__Information provided__.
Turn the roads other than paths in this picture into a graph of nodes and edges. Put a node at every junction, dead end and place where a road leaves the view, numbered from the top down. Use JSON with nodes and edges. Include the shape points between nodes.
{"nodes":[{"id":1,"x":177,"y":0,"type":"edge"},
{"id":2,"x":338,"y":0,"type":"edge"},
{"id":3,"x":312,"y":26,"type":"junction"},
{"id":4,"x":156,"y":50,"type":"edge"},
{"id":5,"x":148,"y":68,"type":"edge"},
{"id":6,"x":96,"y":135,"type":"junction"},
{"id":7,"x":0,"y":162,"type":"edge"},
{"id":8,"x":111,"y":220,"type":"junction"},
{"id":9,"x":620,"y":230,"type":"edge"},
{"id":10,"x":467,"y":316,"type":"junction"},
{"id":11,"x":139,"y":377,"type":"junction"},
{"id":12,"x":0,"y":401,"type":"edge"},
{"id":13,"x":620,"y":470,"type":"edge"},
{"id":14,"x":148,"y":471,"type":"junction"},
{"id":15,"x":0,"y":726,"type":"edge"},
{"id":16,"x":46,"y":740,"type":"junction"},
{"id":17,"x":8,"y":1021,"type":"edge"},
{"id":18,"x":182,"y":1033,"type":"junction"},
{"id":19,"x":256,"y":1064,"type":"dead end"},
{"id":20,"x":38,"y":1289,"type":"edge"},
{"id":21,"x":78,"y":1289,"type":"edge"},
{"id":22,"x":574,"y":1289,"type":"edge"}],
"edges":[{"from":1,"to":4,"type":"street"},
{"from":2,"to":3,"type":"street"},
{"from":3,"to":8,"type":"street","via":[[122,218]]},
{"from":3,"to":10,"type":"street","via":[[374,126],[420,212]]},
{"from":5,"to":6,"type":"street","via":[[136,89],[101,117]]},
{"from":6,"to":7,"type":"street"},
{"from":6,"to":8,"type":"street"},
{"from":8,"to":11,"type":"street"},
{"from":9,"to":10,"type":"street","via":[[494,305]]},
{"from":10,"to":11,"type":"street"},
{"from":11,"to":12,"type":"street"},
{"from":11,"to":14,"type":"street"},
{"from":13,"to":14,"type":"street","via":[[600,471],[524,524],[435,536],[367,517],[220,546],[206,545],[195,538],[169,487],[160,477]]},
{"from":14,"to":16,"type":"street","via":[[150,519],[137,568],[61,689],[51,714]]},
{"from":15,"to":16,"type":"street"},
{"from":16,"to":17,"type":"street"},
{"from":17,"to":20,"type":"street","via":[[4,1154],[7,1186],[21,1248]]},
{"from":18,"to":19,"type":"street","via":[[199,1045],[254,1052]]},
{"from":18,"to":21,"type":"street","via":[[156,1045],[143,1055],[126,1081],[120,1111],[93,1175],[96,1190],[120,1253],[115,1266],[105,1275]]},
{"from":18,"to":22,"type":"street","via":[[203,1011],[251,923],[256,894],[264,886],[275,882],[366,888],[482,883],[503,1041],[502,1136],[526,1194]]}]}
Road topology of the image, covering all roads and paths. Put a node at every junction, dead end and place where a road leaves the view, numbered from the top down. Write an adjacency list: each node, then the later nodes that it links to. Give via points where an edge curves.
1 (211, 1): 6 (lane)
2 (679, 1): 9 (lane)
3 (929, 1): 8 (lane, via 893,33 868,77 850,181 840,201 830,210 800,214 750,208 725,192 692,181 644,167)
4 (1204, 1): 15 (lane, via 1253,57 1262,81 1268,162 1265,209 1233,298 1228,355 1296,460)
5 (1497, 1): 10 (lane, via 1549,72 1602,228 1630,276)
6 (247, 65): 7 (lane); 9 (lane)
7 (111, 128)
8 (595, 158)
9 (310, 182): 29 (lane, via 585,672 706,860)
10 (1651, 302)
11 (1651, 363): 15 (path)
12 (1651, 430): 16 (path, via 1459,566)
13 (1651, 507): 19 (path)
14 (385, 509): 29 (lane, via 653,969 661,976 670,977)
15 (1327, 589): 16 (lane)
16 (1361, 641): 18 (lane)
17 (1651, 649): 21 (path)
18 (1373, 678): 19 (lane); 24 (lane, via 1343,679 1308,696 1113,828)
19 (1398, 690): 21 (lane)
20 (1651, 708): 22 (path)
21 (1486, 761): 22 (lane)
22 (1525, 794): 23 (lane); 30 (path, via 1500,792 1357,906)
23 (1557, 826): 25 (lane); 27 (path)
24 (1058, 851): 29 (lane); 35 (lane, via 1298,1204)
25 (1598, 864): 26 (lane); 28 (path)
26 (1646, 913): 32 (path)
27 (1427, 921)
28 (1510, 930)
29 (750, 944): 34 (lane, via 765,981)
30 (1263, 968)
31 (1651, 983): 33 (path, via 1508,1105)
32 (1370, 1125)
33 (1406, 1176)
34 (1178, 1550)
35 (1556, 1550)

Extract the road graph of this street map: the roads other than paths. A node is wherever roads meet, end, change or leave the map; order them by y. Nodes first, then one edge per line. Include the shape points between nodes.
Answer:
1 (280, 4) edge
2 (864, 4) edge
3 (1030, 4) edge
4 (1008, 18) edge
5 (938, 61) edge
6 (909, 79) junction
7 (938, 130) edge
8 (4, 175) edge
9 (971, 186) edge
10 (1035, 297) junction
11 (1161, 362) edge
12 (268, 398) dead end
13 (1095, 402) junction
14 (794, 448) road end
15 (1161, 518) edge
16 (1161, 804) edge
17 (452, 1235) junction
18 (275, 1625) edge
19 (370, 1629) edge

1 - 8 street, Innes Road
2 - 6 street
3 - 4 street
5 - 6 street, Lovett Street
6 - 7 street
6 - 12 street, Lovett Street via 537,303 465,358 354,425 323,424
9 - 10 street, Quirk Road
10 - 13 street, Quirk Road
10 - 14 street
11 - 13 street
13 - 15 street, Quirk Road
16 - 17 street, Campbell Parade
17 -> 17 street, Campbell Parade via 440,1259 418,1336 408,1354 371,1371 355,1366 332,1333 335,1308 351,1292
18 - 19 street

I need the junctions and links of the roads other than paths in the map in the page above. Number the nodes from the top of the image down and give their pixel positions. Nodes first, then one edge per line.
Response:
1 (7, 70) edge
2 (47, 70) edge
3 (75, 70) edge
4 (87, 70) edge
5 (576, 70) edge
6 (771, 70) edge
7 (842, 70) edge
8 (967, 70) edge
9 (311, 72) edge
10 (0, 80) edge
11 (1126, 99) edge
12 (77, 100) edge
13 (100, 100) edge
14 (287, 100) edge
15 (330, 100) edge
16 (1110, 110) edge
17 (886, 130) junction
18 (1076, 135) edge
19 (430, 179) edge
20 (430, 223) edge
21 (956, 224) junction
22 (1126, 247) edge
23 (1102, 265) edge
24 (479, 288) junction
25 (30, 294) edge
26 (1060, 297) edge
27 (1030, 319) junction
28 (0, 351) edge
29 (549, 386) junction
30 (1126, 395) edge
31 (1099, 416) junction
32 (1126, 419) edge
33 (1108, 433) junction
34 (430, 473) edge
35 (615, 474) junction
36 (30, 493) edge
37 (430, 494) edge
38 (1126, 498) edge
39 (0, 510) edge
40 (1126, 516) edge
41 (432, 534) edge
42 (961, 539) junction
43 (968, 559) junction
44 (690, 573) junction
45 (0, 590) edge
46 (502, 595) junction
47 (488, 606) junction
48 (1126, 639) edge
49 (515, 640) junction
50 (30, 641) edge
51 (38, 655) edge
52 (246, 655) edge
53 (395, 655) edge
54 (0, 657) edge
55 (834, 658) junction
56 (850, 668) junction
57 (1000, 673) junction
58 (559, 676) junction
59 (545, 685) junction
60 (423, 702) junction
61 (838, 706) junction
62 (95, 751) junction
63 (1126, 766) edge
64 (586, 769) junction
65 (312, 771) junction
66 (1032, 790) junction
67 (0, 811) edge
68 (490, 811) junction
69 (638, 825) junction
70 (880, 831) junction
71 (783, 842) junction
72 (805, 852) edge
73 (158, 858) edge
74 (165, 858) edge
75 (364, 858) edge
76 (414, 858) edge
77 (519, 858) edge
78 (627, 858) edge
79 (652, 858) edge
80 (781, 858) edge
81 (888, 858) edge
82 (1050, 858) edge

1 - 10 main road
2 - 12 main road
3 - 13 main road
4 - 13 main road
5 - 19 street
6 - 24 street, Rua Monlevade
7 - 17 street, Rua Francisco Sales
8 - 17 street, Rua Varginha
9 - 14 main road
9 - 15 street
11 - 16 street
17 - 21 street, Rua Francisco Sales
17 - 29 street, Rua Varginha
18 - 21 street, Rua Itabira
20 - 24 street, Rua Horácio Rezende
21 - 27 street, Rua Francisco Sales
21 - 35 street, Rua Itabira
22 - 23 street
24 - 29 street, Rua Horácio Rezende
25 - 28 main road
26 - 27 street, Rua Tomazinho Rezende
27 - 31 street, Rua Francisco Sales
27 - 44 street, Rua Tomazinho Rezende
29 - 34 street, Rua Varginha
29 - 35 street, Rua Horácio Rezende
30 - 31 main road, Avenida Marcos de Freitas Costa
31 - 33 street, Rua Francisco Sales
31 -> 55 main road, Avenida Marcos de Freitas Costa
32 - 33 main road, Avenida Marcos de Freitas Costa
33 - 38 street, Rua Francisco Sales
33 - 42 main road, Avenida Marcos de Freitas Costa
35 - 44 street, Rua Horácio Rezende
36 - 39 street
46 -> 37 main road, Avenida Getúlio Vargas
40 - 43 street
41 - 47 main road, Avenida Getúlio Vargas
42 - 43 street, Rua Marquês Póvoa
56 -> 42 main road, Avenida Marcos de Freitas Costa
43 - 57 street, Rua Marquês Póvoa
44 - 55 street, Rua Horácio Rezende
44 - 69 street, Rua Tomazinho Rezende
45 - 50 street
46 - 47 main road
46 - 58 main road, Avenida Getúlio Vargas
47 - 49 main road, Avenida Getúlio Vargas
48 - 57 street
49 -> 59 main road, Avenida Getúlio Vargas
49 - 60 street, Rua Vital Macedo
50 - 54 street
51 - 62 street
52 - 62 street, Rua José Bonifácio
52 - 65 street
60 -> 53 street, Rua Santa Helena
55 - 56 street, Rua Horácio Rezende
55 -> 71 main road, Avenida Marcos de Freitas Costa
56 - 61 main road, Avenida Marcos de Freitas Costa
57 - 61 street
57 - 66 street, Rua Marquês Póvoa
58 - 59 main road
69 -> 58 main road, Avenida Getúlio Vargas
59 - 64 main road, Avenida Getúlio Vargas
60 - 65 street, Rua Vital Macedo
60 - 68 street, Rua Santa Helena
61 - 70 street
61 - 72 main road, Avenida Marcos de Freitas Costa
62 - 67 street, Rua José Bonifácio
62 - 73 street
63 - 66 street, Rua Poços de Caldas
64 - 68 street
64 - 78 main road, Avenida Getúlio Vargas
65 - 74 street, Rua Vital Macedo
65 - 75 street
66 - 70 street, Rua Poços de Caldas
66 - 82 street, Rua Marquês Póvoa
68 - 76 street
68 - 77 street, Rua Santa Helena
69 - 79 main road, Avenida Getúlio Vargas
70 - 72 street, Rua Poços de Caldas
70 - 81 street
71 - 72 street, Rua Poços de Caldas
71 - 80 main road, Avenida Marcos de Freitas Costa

__Your goal__.
Whenever a line in the material above holds the string "Helena", copy that line in full.

__Expected answer__.
60 -> 53 street, Rua Santa Helena
60 - 68 street, Rua Santa Helena
68 - 77 street, Rua Santa Helena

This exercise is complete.